SPR3TS

Thursday, April 28, 2005

Iraq: Is it OK to Cause Death That Others Might Live?

Typical Bay Area Lefty: I'm still waiting for an answer to my "it's too bad you have to break eggs to make an omelet."

SPR3TS: My answer to this was to say that the eggs were already being broken. Iraqis did not start dying when the US invaded. Saddam led a regime with plenty of murder, torture and war. A scan of articles shows estimates or around 500,000 to 600,000 Iraqi civilians killed by Saddam. An additional 500,000 Iraqis were killed in the Iran-Iraq war. These numbers do not include the number of Iranians and Kuwaitis killed in Iraqi attacks, nor the number of Palestinians and Israelis who suffered by Saddam's support of the cycle of violence in that region thru his payments to families of Palestinian suicide bombers.
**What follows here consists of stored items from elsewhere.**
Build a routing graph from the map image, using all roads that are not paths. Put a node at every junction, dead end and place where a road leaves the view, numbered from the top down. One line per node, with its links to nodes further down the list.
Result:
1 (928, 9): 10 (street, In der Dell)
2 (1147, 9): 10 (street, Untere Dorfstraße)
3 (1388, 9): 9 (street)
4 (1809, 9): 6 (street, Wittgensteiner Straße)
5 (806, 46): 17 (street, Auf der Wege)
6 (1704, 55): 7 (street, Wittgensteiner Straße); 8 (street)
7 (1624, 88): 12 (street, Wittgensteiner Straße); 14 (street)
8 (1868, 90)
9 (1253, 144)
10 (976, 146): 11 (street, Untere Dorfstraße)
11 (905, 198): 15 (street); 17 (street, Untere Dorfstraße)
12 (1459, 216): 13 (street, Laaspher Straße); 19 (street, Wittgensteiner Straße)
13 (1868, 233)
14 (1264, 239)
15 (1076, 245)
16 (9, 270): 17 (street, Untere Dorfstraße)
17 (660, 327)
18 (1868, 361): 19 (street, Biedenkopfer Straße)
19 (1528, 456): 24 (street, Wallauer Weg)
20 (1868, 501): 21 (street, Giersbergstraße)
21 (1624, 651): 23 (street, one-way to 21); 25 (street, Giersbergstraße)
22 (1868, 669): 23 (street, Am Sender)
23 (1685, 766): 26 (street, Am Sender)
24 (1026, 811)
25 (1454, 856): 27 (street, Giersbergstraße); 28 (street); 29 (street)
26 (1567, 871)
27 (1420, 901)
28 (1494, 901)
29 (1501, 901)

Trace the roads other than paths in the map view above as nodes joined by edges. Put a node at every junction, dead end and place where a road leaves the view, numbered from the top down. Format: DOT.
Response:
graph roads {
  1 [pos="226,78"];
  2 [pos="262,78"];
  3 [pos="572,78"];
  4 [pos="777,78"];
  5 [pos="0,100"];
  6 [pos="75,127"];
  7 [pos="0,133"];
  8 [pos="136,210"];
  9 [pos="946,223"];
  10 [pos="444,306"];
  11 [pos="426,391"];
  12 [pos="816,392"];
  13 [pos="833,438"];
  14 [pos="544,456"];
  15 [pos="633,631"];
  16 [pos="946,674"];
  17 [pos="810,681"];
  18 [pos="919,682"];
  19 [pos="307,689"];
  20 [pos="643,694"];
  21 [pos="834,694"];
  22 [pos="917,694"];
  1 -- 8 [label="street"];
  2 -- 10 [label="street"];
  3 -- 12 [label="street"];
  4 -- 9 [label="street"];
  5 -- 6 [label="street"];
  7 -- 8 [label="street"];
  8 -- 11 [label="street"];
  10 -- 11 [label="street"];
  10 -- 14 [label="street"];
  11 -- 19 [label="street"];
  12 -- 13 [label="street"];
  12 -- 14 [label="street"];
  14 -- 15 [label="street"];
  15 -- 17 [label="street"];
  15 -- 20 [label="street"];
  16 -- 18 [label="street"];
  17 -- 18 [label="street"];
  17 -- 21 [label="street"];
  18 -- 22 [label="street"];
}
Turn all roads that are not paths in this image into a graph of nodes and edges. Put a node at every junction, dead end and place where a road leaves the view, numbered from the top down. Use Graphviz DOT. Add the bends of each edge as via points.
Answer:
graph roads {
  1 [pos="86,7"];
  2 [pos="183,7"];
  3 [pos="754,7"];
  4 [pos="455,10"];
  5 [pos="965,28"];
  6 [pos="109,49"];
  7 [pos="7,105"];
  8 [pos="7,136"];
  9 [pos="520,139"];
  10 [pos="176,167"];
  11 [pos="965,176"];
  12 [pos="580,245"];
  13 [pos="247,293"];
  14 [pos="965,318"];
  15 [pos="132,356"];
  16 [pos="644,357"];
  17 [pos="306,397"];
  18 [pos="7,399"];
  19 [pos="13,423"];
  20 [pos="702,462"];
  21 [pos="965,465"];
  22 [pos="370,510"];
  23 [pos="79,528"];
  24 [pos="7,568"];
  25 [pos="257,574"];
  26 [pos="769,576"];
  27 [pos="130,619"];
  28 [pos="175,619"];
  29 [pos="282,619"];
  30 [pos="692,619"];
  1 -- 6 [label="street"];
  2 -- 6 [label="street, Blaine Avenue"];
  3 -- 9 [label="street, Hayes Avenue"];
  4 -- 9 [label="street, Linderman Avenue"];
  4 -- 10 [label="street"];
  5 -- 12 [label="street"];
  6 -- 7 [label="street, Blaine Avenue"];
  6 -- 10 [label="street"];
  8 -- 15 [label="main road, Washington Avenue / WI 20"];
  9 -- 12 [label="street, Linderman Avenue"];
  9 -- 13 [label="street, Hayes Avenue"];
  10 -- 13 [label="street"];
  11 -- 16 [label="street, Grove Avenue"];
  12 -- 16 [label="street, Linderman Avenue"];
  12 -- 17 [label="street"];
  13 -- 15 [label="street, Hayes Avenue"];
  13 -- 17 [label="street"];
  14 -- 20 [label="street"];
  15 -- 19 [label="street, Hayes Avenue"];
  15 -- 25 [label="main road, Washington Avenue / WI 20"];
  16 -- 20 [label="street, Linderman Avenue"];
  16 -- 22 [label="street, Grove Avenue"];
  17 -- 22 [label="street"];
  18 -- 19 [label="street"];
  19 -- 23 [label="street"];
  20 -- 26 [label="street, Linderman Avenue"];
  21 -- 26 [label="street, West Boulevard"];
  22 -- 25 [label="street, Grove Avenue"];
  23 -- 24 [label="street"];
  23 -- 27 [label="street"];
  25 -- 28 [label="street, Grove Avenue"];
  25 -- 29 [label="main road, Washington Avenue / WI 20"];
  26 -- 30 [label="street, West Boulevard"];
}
These numbers do not include 350,000 children under 5 years old who died during sanctions (you may want to blame the UN/US for those deaths, but give Saddam his due credit for allowing that to happen to his people, not taking steps to get the sanctions lifted or to spread out his resources). How many more were raped or tortured or otherwise had lives torn apart by Saddam's regime, I have no idea, but I would think they must number in the high hundreds of thousand to millions (it's fair to assume torture as a warning was more common than outright murder, no?). What is your estimate of lives ended or destroyed by Saddam? Without question, many innocents were suffering before the war, and without question, many suffered because of the war. Unless you're a total pacifist, you have to believe at some level in breaking eggs to make an omelet because innocents are always killed in war. Sometimes it's a price worth paying, and I've outlined millions of "reasons" why it could be in this case. Where were you on Clinton's bombing of Yugoslavia? Was it worth some innocent deaths to prevent others? Was it worth some innocent deaths to end the Taliban regime? And by the way, www.iraqbodycount.com reports that about 20,000 Iraqi civilians have been killed because of this war. If the truth is somewhere in between their estimate and the Lancet's 100,000 estimate (including military casualties), considering how many died under Saddam and how long his family could hold power, mightn't this regime change be worthwhile?